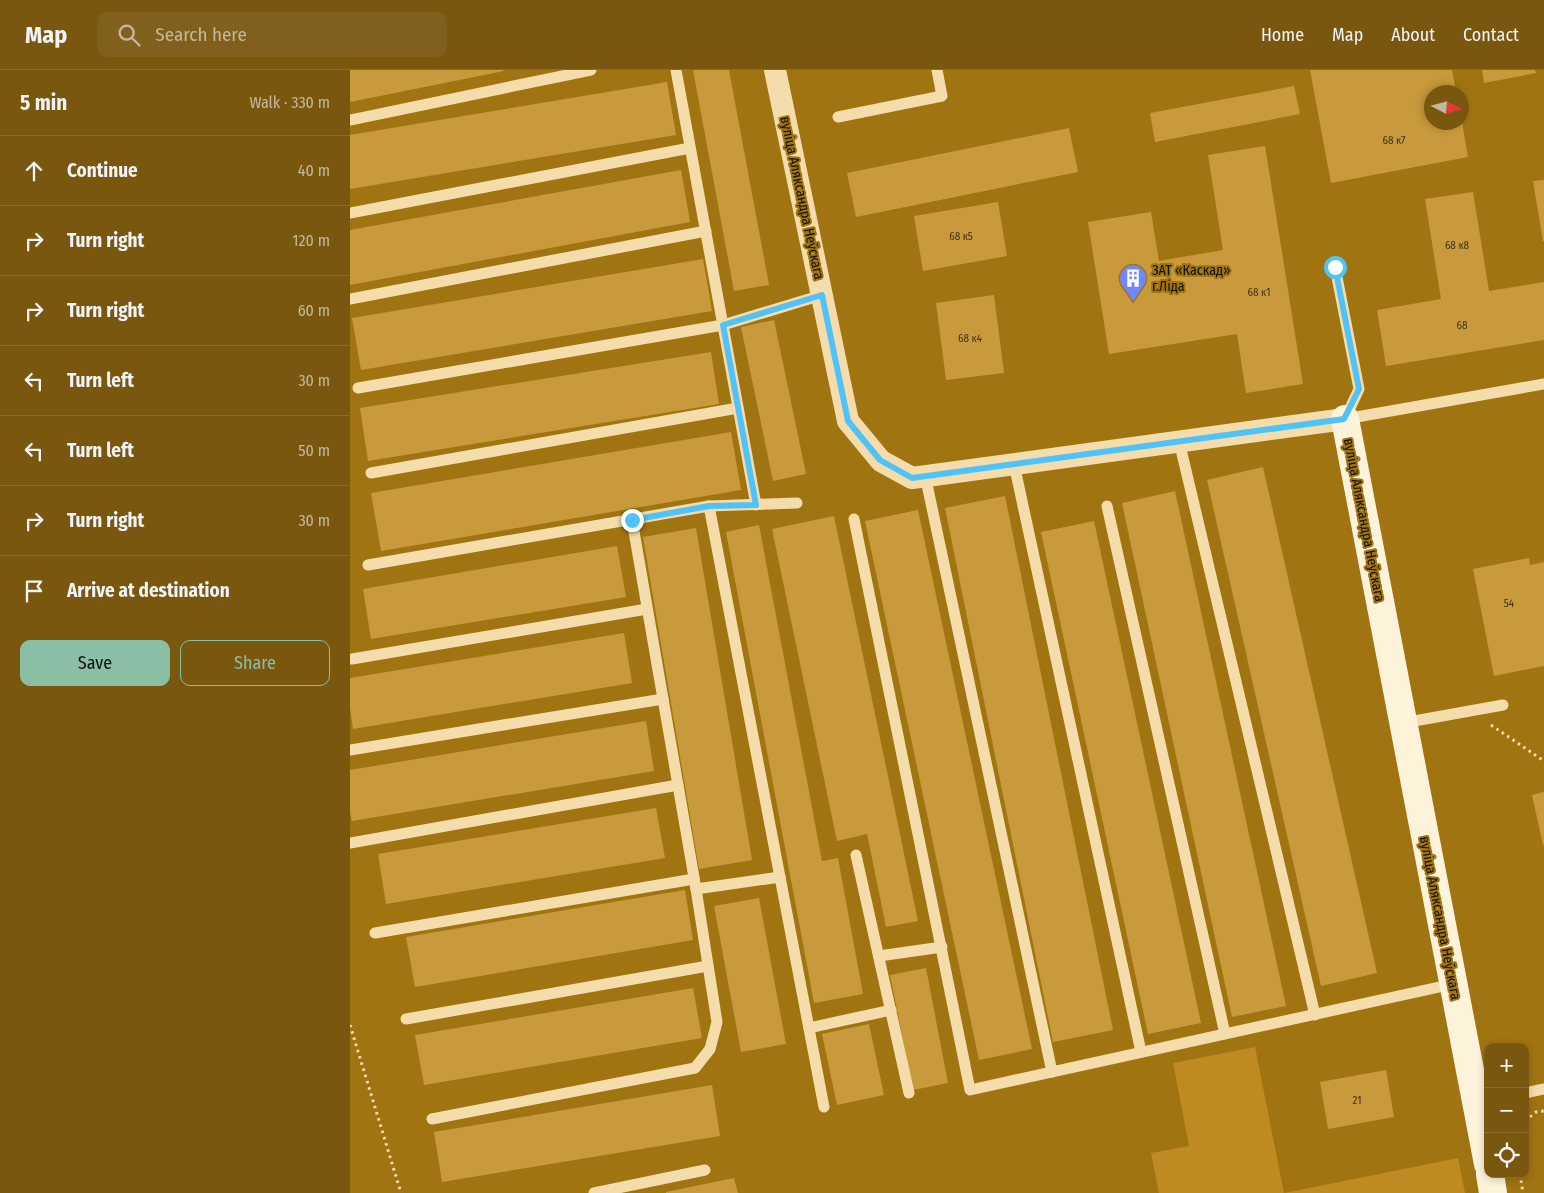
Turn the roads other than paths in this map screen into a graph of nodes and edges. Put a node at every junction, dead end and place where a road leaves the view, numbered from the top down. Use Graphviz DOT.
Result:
graph roads {
  1 [pos="591,70"];
  2 [pos="676,70"];
  3 [pos="775,70"];
  4 [pos="937,70"];
  5 [pos="838,117"];
  6 [pos="350,120"];
  7 [pos="690,148"];
  8 [pos="350,213"];
  9 [pos="706,231"];
  10 [pos="1335,267"];
  11 [pos="822,295"];
  12 [pos="350,299"];
  13 [pos="723,325"];
  14 [pos="1544,384"];
  15 [pos="358,388"];
  16 [pos="738,408"];
  17 [pos="1344,419"];
  18 [pos="1178,442"];
  19 [pos="1014,464"];
  20 [pos="371,473"];
  21 [pos="925,476"];
  22 [pos="797,503"];
  23 [pos="756,505"];
  24 [pos="709,506"];
  25 [pos="1107,506"];
  26 [pos="854,519"];
  27 [pos="632,520"];
  28 [pos="368,565"];
  29 [pos="647,609"];
  30 [pos="352,659"];
  31 [pos="663,699"];
  32 [pos="1503,705"];
  33 [pos="1403,723"];
  34 [pos="350,750"];
  35 [pos="678,785"];
  36 [pos="350,843"];
  37 [pos="856,856"];
  38 [pos="780,876"];
  39 [pos="695,884"];
  40 [pos="375,933"];
  41 [pos="942,947"];
  42 [pos="879,956"];
  43 [pos="708,966"];
  44 [pos="1453,984"];
  45 [pos="891,1010"];
  46 [pos="1315,1014"];
  47 [pos="406,1019"];
  48 [pos="809,1028"];
  49 [pos="1225,1034"];
  50 [pos="1141,1052"];
  51 [pos="1052,1072"];
  52 [pos="1544,1089"];
  53 [pos="1529,1092"];
  54 [pos="909,1093"];
  55 [pos="1482,1101"];
  56 [pos="824,1107"];
  57 [pos="432,1119"];
  58 [pos="1485,1133"];
  59 [pos="704,1170"];
  60 [pos="1491,1178"];
  61 [pos="594,1193"];
  62 [pos="1493,1193"];
  1 -- 6 [label="lane"];
  2 -- 7 [label="lane"];
  3 -- 11 [label="street, вуліца Аляксандра Неўскага"];
  4 -- 5 [label="lane"];
  7 -- 8 [label="lane"];
  7 -- 9 [label="lane"];
  9 -- 12 [label="lane"];
  9 -- 13 [label="lane"];
  10 -- 17 [label="lane"];
  11 -- 13 [label="lane"];
  11 -- 21 [label="street, вуліца Аляксандра Неўскага"];
  13 -- 15 [label="lane"];
  13 -- 16 [label="lane"];
  14 -- 17 [label="lane"];
  16 -- 20 [label="lane"];
  16 -- 23 [label="lane"];
  17 -- 18 [label="street, вуліца Аляксандра Неўскага"];
  17 -- 33 [label="street, вуліца Аляксандра Неўскага"];
  18 -- 19 [label="street, вуліца Аляксандра Неўскага"];
  18 -- 46 [label="lane"];
  19 -- 21 [label="street, вуліца Аляксандра Неўскага"];
  19 -- 50 [label="lane"];
  21 -- 51 [label="lane"];
  22 -- 23 [label="lane"];
  23 -- 24 [label="lane"];
  24 -- 27 [label="lane"];
  24 -- 38 [label="lane"];
  25 -- 49 [label="lane"];
  26 -- 41 [label="lane"];
  27 -- 28 [label="lane"];
  27 -- 29 [label="lane"];
  29 -- 30 [label="lane"];
  29 -- 31 [label="lane"];
  31 -- 34 [label="lane"];
  31 -- 35 [label="lane"];
  32 -- 33 [label="lane"];
  33 -- 44 [label="street, вуліца Аляксандра Неўскага"];
  35 -- 36 [label="lane"];
  35 -- 39 [label="lane"];
  37 -- 42 [label="lane"];
  38 -- 39 [label="lane"];
  38 -- 48 [label="lane"];
  39 -- 40 [label="lane"];
  39 -- 43 [label="lane"];
  41 -- 42 [label="lane"];
  41 -- 51 [label="lane"];
  42 -- 45 [label="lane"];
  43 -- 47 [label="lane"];
  43 -- 57 [label="lane"];
  44 -- 46 [label="lane"];
  44 -- 55 [label="street, вуліца Аляксандра Неўскага"];
  45 -- 48 [label="lane"];
  45 -- 54 [label="lane"];
  46 -- 49 [label="lane"];
  48 -- 56 [label="lane"];
  49 -- 50 [label="lane"];
  50 -- 51 [label="lane"];
  52 -- 53 [label="lane"];
  55 -- 58 [label="street, вуліца Аляксандра Неўскага"];
  59 -- 61 [label="lane"];
  60 -- 62 [label="street"];
}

What is expected: Bring together every line in the entries that holds the string "graph".

Reply to the exercise:
Turn the roads other than paths in this map screen into a graph of nodes and edges. Put a node at every junction, dead end and place where a road leaves the view, numbered from the top down. Use Graphviz DOT.
graph roads {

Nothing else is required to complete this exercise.